EXPERTENWISSEN CARE-KÜCHE

Lagerdauer für Produkte aus der eigenen Cook & Chill-Produktion 

Wie lange ist eigentlich die Lagerdauer für Produkte aus der eigenen Cook & Chill-Produktion?

Gründe gibt es durchaus einige, warum Eigenproduktionsküchen in der Care-Gemeinschaftsverpflegung heute nicht mehr umhinkommen, sich mit „entkoppelten Produktionsverfahren“ zu beschäftigen. Ob nun in Teilen, als Ergänzung zur Frischküche a la Cook & Serve/-Hold, oder in der gänzlich systematischen Ablösung derer. Allem voran reden wir hier von “Cook & Chill“, einem Produktionsverfahren welches, maßgeblich ausgehend vom Flugzeug-Catering, inzw. bereits seit Jahrzehnten etabliert ist. Auch in Care-Großküchen ist es zwischenzeitlich weit verbreitet, mit zuletzt deutlichen Wachstumsraten versehen.

Es darf angesichts dessen schon ein Stück weit verwundern, warum sich um Cook & Chill herum auch im Jahr 2021 noch eine gewisse Ambivalenz rankt. Warum ist selbst unter Fachleuten das Thema noch geprägt von vielen Kontroversen, auch von teils unversöhnlichen Diskursen um die Vor- und Nachteile des Verfahrens sowie um die Einschätzung zur Ergebnisqualität der Speisen?

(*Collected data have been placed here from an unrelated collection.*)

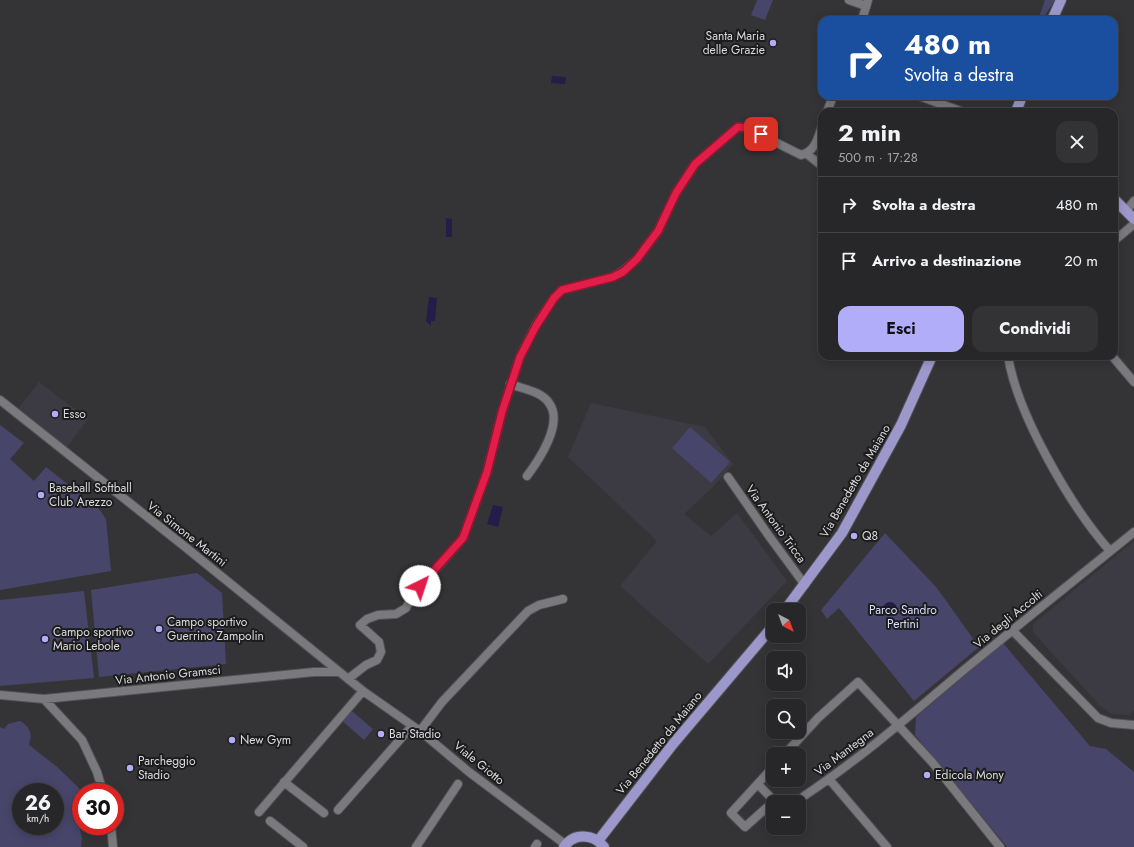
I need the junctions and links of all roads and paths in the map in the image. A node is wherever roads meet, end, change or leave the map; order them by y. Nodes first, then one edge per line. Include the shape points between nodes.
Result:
1 (849, 0) edge
2 (1061, 0) edge
3 (867, 3) edge
4 (863, 16) edge
5 (1054, 16) edge
6 (930, 100) edge
7 (952, 108) edge
8 (818, 137) edge
9 (807, 154) junction
10 (818, 163) edge
11 (1134, 201) edge
12 (1118, 203) edge
13 (1126, 211) junction
14 (1134, 219) edge
15 (1134, 224) edge
16 (1118, 237) edge
17 (930, 360) edge
18 (1009, 360) edge
19 (1115, 360) edge
20 (1134, 382) edge
21 (510, 384) junction
22 (0, 400) edge
23 (527, 476) dead end
24 (728, 477) dead end
25 (1134, 532) edge
26 (1110, 551) junction
27 (805, 584) junction
28 (563, 599) dead end
29 (790, 603) edge
30 (1012, 630) junction
31 (766, 634) edge
32 (339, 672) junction
33 (348, 679) junction
34 (363, 691) junction
35 (0, 695) edge
36 (44, 699) junction
37 (1134, 725) edge
38 (412, 726) junction
39 (899, 726) junction
40 (420, 731) junction
41 (791, 747) edge
42 (766, 775) edge
43 (828, 779) junction
44 (284, 782) junction
45 (100, 783) edge
46 (458, 784) dead end
47 (758, 784) junction
48 (805, 795) edge
49 (338, 810) dead end
50 (259, 812) dead end
51 (324, 813) dead end
52 (270, 821) dead end
53 (112, 835) edge
54 (601, 844) edge
55 (565, 846) edge
56 (113, 847) edge
57 (303, 847) edge
58 (416, 847) edge
59 (887, 847) edge
60 (1000, 847) edge

1 - 3 street
2 - 5 main road
3 - 4 street
6 - 7 street
8 - 9 street via 814,148
9 - 10 street
9 - 21 street via 801,155 747,128 738,127 695,164 676,193 658,231 637,259 613,277 562,290 554,298 520,357
11 - 13 street
12 - 13 main road
13 - 14 main road
15 - 16 street
17 - 27 main road, Via Benedetto da Maiano via 874,477 842,533
18 - 26 street via 1011,374 1033,430 1072,501
19 - 20 street
21 - 23 street via 538,394 549,402 554,415 544,451
21 - 33 street via 487,472 463,538 412,596 406,608 396,614 378,615 367,619 360,625 379,642 381,652 377,660
22 - 32 street, Via Simone Martini
24 - 27 street, Via Antonio Tricca
25 - 26 street, Via degli Accolti
26 - 30 street, Via degli Accolti
27 - 29 main road, Via Benedetto da Maiano
28 - 40 street via 539,604 528,611 442,702
30 - 37 street via 1093,713 1111,723
30 - 39 street, Via degli Accolti
31 - 54 main road, Via Benedetto da Maiano via 668,750
32 - 33 street, Viale Giotto
32 - 36 street, Via Antonio Gramsci via 314,672
33 - 34 street, Viale Giotto
34 - 38 street, Viale Giotto
34 - 44 street
35 - 36 street, Via Antonio Gramsci
36 - 45 street via 82,740
38 - 40 street, Viale Giotto
38 - 49 street
39 - 41 street via 858,682 818,718
39 - 43 street, Via Mantegna
39 - 60 street via 932,762
40 - 55 street, Viale Giotto
42 - 47 street
43 - 48 street, Via Mantegna
43 - 59 street
44 - 50 street
44 - 51 street
46 - 58 street
47 - 47 street via 731,813 745,827 774,801
52 - 57 street
53 - 56 street
54 - 55 main road via 592,837 578,837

Unabhängig jedoch davon, zu welcher Fraktion, ob von Befürwortern oder von Gegnern man in „Glaubensfragen“ des Systems, man nun angehört. Inzwischen zeichnet sich es zumindest als annähernd passé ab, dass viel Halbwissen zu Cook & Chill transportiert, bzw. argumentativ ins Feld geführt wird.

Dazu hat auch die >> DIN 10536 - Lebensmittelhygiene für das Cook & Chill-Verfahren << sicherlich maßgeblich beigetragen, die hier inhaltlich doch so einiges geklärt und damit auch etwas mehr Licht ins Dunkel gebracht hat. 


Also alles gut in Sachen Cook & Chill, und keine offenen Fragen mehr?

Nicht ganz, denn eine der gewichtigen Fragen die immer wieder auftaucht ist die, wie lange denn Produkte/Speisen aus der Cook & Chill-Produktion heraus eigentlich jetzt genau lagerbar und damit zwangsläufig auch ausgabefähig sind? Welche Fristen können/müssen also im Zusammenhang damit und von hygienisch, mikrobiologischer Produktbeschaffenheit angesetzt werden?


Schauen wir hierzu zunächst auf die DIN 10536, wo sich unter “4. Beschreibung des Verfahrens“ - auszugsweise, bzw. sinngemäß - folgendes findet.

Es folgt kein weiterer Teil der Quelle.